As announced during the mid-term review of the Capital Markets Union, the European Commission on Thursday 29 June presented a proposal to create a new category of pension products: the Pan-European Personal Pension Product (PEPP).
This proposal, which forms a response to the fragmentation of the European personal pensions market, will lay the foundation for a single European pensions market, said the European Commissioner for Financial Services, Valdis Dombrovskis.
Currently, the market is concentrated in a small number of member states, such as Germany, Spain, Austria, Sweden and Slovenia, and virtually non-existent in others, particularly Portugal and certain Eastern European countries, a Commission official explained.
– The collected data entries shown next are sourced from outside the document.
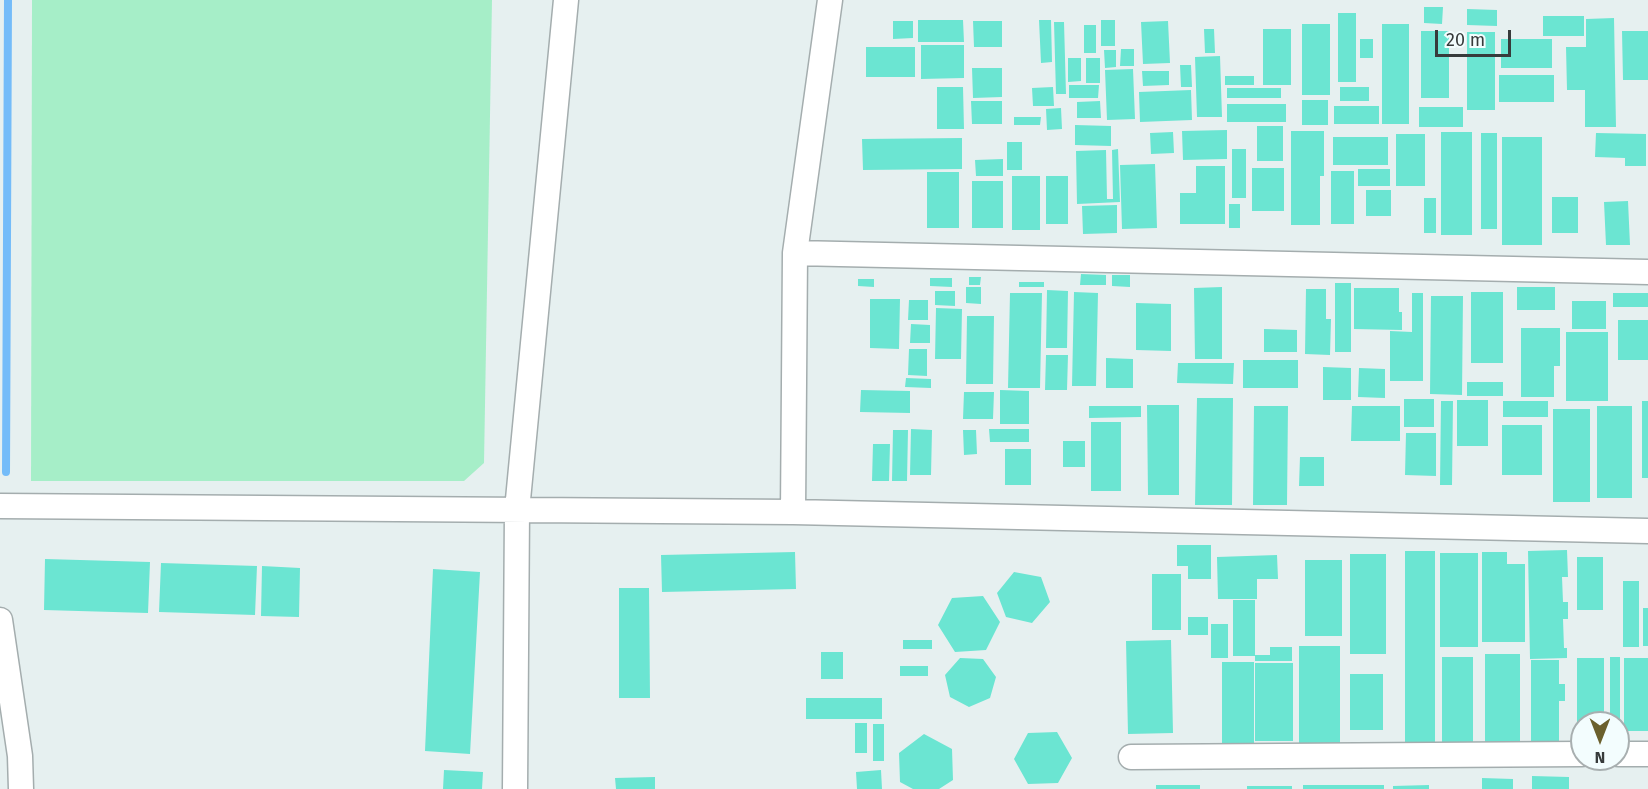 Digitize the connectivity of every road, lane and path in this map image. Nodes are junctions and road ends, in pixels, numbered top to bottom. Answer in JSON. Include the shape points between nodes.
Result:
{"nodes":[{"id":1,"x":566,"y":0,"type":"edge"},
{"id":2,"x":830,"y":0,"type":"edge"},
{"id":3,"x":795,"y":253,"type":"junction"},
{"id":4,"x":1648,"y":272,"type":"edge"},
{"id":5,"x":0,"y":506,"type":"edge"},
{"id":6,"x":517,"y":510,"type":"junction"},
{"id":7,"x":793,"y":512,"type":"junction"},
{"id":8,"x":1648,"y":531,"type":"edge"},
{"id":9,"x":0,"y":620,"type":"edge"},
{"id":10,"x":1570,"y":754,"type":"edge"},
{"id":11,"x":1630,"y":754,"type":"edge"},
{"id":12,"x":1648,"y":754,"type":"edge"},
{"id":13,"x":10,"y":756,"type":"edge"},
{"id":14,"x":1131,"y":757,"type":"dead end"},
{"id":15,"x":21,"y":789,"type":"edge"},
{"id":16,"x":515,"y":789,"type":"edge"}],
"edges":[{"from":1,"to":6,"type":"street"},
{"from":2,"to":3,"type":"street"},
{"from":3,"to":4,"type":"street"},
{"from":3,"to":7,"type":"street"},
{"from":5,"to":6,"type":"street"},
{"from":6,"to":7,"type":"street"},
{"from":6,"to":16,"type":"street"},
{"from":7,"to":8,"type":"street"},
{"from":9,"to":13,"type":"street"},
{"from":10,"to":14,"type":"street"},
{"from":11,"to":12,"type":"street"},
{"from":13,"to":15,"type":"street"}]} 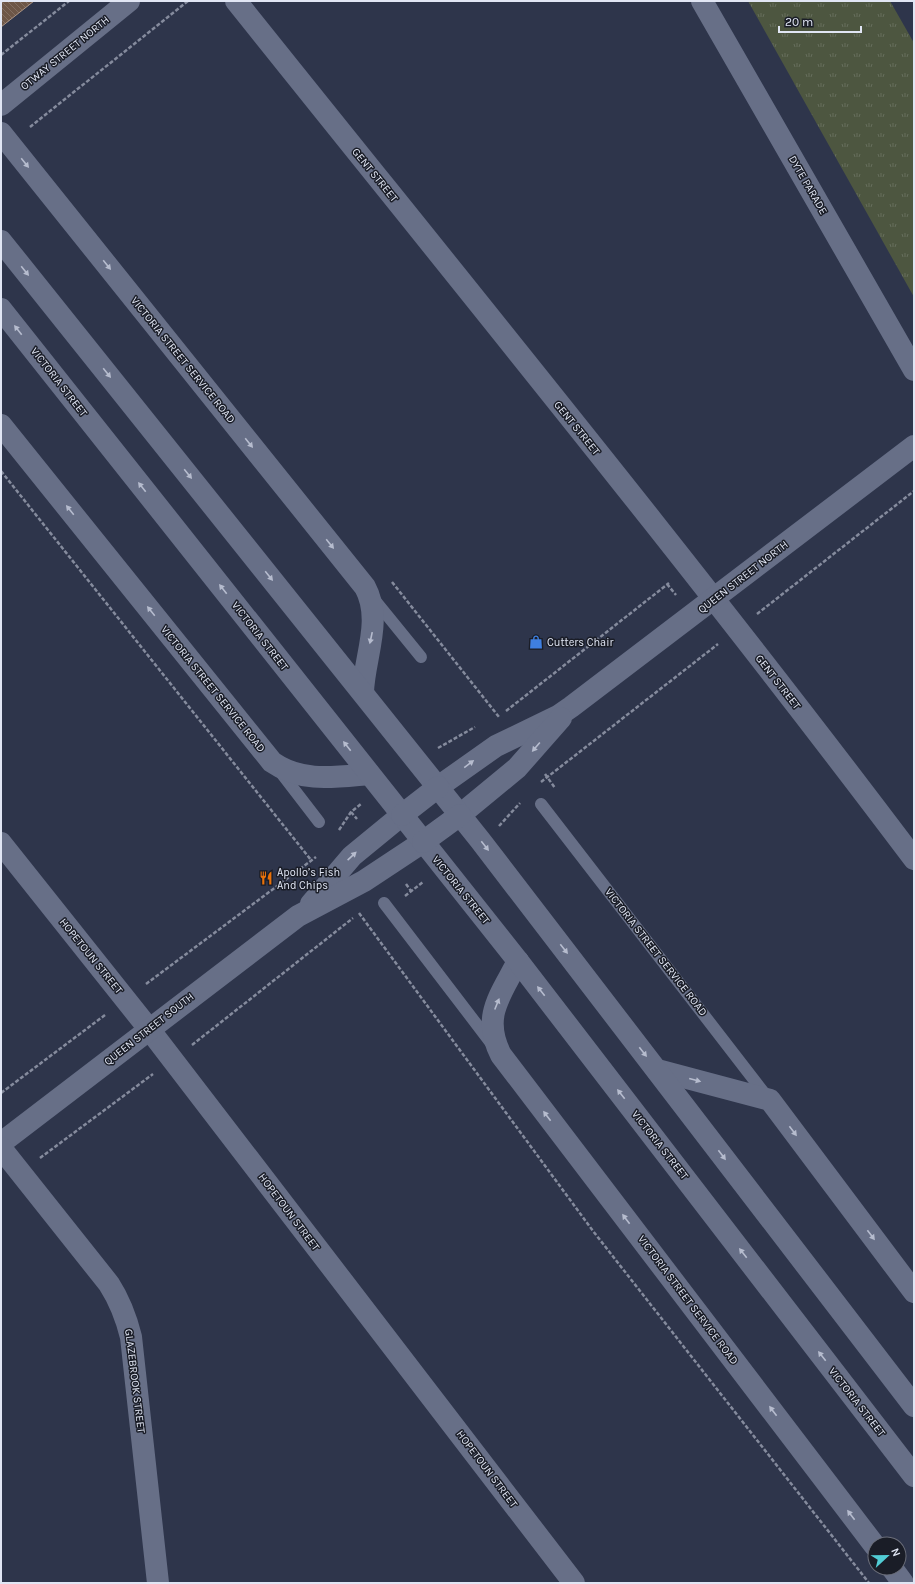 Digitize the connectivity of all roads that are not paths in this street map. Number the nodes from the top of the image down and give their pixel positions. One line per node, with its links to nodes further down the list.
1 (129, 1): 4 (street, OTWAY STREET NORTH)
2 (236, 1): 12 (street, GENT STREET)
3 (702, 1): 8 (street, DYTE PARADE)
4 (1, 105)
5 (1, 133): 11 (street, VICTORIA STREET SERVICE ROAD, one-way to 11)
6 (1, 241): 14 (street, one-way to 14)
7 (1, 309): 17 (street, VICTORIA STREET, one-way to 7)
8 (914, 370)
9 (1, 425): 16 (street, VICTORIA STREET SERVICE ROAD, one-way to 9)
10 (914, 446): 12 (street, QUEEN STREET NORTH)
11 (365, 587): 13 (lane, VICTORIA STREET SERVICE ROAD); 14 (street, VICTORIA STREET SERVICE ROAD, one-way to 14)
12 (713, 600): 15 (street, QUEEN STREET NORTH); 25 (street, GENT STREET)
13 (421, 657)
14 (363, 692): 18 (street)
15 (571, 707): 18 (street, QUEEN STREET NORTH, one-way to 15); 21 (street, QUEEN STREET NORTH, one-way to 21)
16 (272, 762): 17 (street, VICTORIA STREET SERVICE ROAD); 22 (lane)
17 (369, 774): 20 (street, VICTORIA STREET)
18 (438, 787): 20 (street, QUEEN STREET NORTH); 21 (street)
19 (541, 804): 32 (lane, VICTORIA STREET SERVICE ROAD)
20 (402, 815): 23 (street, VICTORIA STREET); 27 (street, QUEEN STREET SOUTH, one-way to 20)
21 (460, 815): 23 (street, QUEEN STREET SOUTH); 31 (street, one-way to 31)
22 (319, 822)
23 (423, 842): 27 (street, QUEEN STREET SOUTH); 28 (street, VICTORIA STREET)
24 (1, 843): 29 (street, HOPETOUN STREET)
25 (914, 859)
26 (384, 903): 30 (lane, VICTORIA STREET SERVICE ROAD)
27 (298, 916): 29 (street, QUEEN STREET SOUTH)
28 (518, 961): 30 (street, VICTORIA STREET SERVICE ROAD, one-way to 28); 37 (street, VICTORIA STREET, one-way to 28)
29 (149, 1029): 33 (street, QUEEN STREET SOUTH); 40 (street, HOPETOUN STREET)
30 (501, 1055): 38 (street, VICTORIA STREET SERVICE ROAD, one-way to 30)
31 (657, 1070): 32 (street, one-way to 32); 36 (street, one-way to 36)
32 (770, 1100): 35 (street, VICTORIA STREET SERVICE ROAD, one-way to 35)
33 (1, 1143)
34 (1, 1148): 39 (street, GLAZEBROOK STREET)
35 (914, 1292)
36 (914, 1406)
37 (914, 1476)
38 (867, 1536)
39 (158, 1583)
40 (574, 1583)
PEPPs, which will have the same basic characteristics throughout the Union, will make it possible to promote competition between pension providers and steer savings towards long-term investments whilst ensuring solid protection for consumers.
These pan-European products may be offered by a broad range of providers such as banks, insurance companies, occupational pension funds, investment companies and asset managers. Coming on top of existing national pension schemes, they will neither replace nor harmonise the national regimes.
A quality-control label
To qualify to offer PEPPs, providers must first of all obtain authorisation from the European Insurance and Occupational Pensions Authority (EIOPA). Once the product has been accredited, it will be labelled and may then be sold throughout the EU. In order to ensure high quality standards, EIOPA will be authorised, amongst other things, to withdraw authorisation for the product, if the provider no longer complies with the requirements laid down for PEPPs.
Increased competition and a range of investment options
Savers will be able to choose between five investment options, including a default investment option that will guarantee that they get back at least the amount of capital invested, by using risk offsetting techniques. The proposal also aims to be flexible and will offer savers the option to change provider, either at national or cross-border level, every five years, for a cost that will be capped.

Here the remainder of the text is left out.